The issue at hand here has also to do with the relative durability / life time of a scenario: in our current model, scenarios from last year make no sense in the current app. @ChaelKruip, @AlexanderWirtz and me have planned a meeting on April 8th to discuss this issue.

AlexanderWirtz commented 11 years ago

I agree but would like to offer an alternative: users SET a percentage slider, which leads to an absolute price. That is stored in a scenario, so that loading a scenario involves calculating the slider setting to the appropriate percentage (based on the absolute umber stored and the absolute number that happens to be the 'present day' value.

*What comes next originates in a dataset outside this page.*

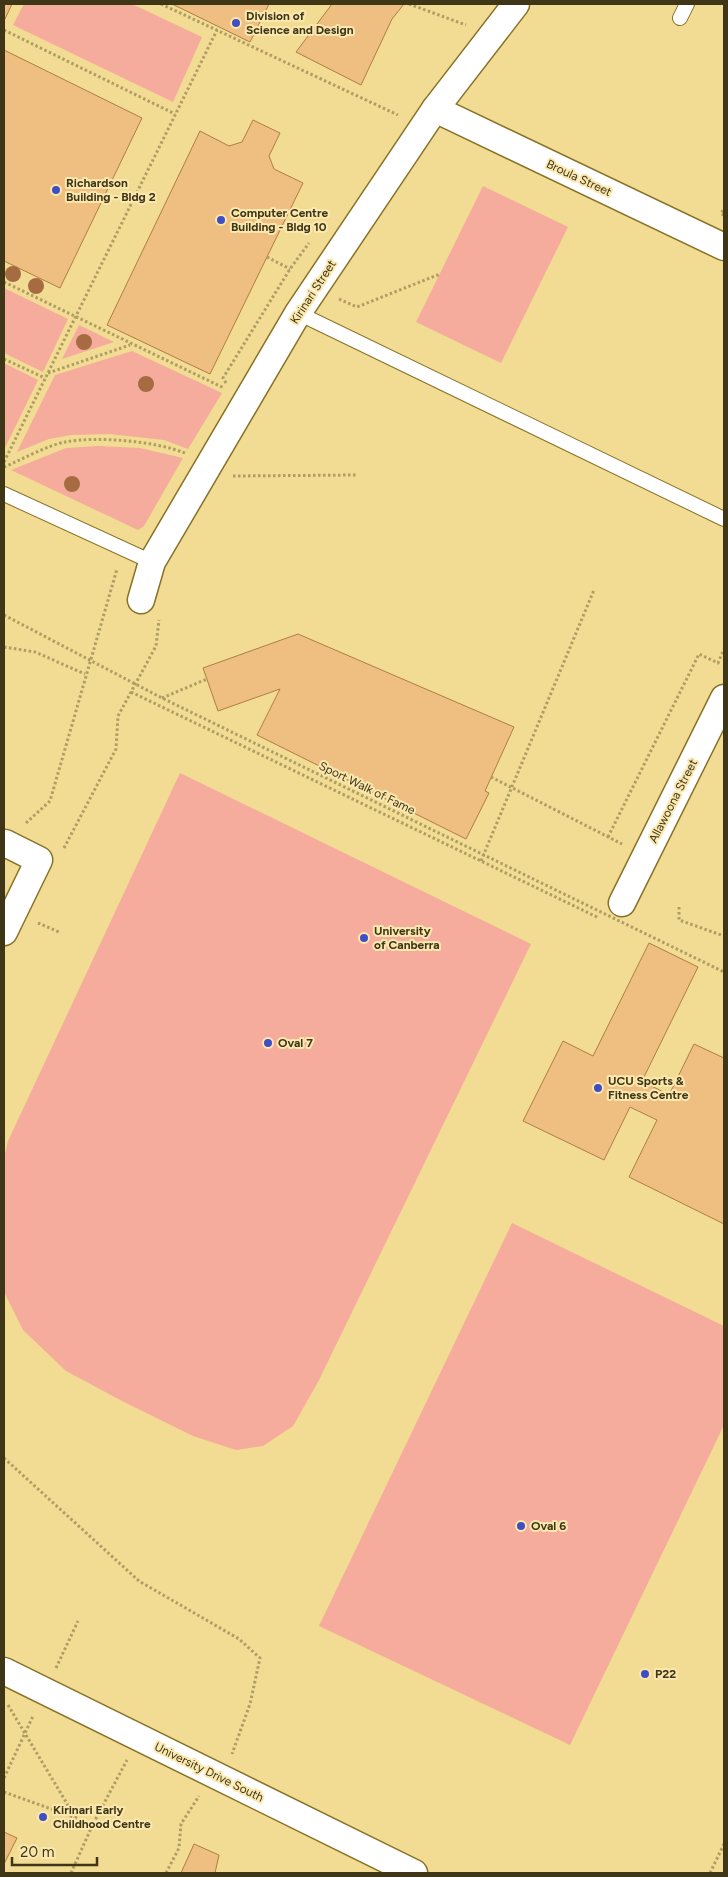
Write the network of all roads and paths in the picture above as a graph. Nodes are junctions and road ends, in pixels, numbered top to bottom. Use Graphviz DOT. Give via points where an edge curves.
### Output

Such a thing should be doable, right?

ChaelKruip commented 11 years ago

The suggestion by @AlexanderWirtz has some drawbacks:

Both drawbacks are big enough to not do this IMO.

ChaelKruip commented 11 years ago

Assigning to @AlexanderWirtz as I think this is more a 'representation'/'numbers' thing than a 'modeling' thing.

dennisquintel commented 11 years ago

From all the discussion and (deservedly) objections, I would say that this 'Issue' should be created into a (small) project after the summer. This has a lot of impact and fall-out, which needs to be analyzed first.

dennisquintel commented 11 years ago

Adding label 'on-hold'

wmeyers commented 11 years ago

I've added the label ETM interface improvements and assigned myself. Kept the label On Hold. I'm planning to do some more thinking on this in the coming months.

wmeyers commented 10 years ago

9 months have passed and I've just spent 5 minutes thinking about this again.

However, if we would change the current percentages to absolute numbers, that would mean that the user is going to have to input some rather weird cost parameters, e.g.:

  • cost of biomass
  • cost of investment for wind mills

I think this is actually a good thing. It gives much more insight into the actual costs that have to be paid for certain technologies. How many people realize that wind turbines cost millions of euro's?

Some more thought would have to go into the units for fuels, because they are not easily compared as it is now.

Still, I think from a learning point of view asking users to specify absolute cost changes is better than percentage changes.

Assigning @ChaelKruip to bring this further or close as he sees fit!

ChaelKruip commented 10 years ago

Closing. Too much work for the moment.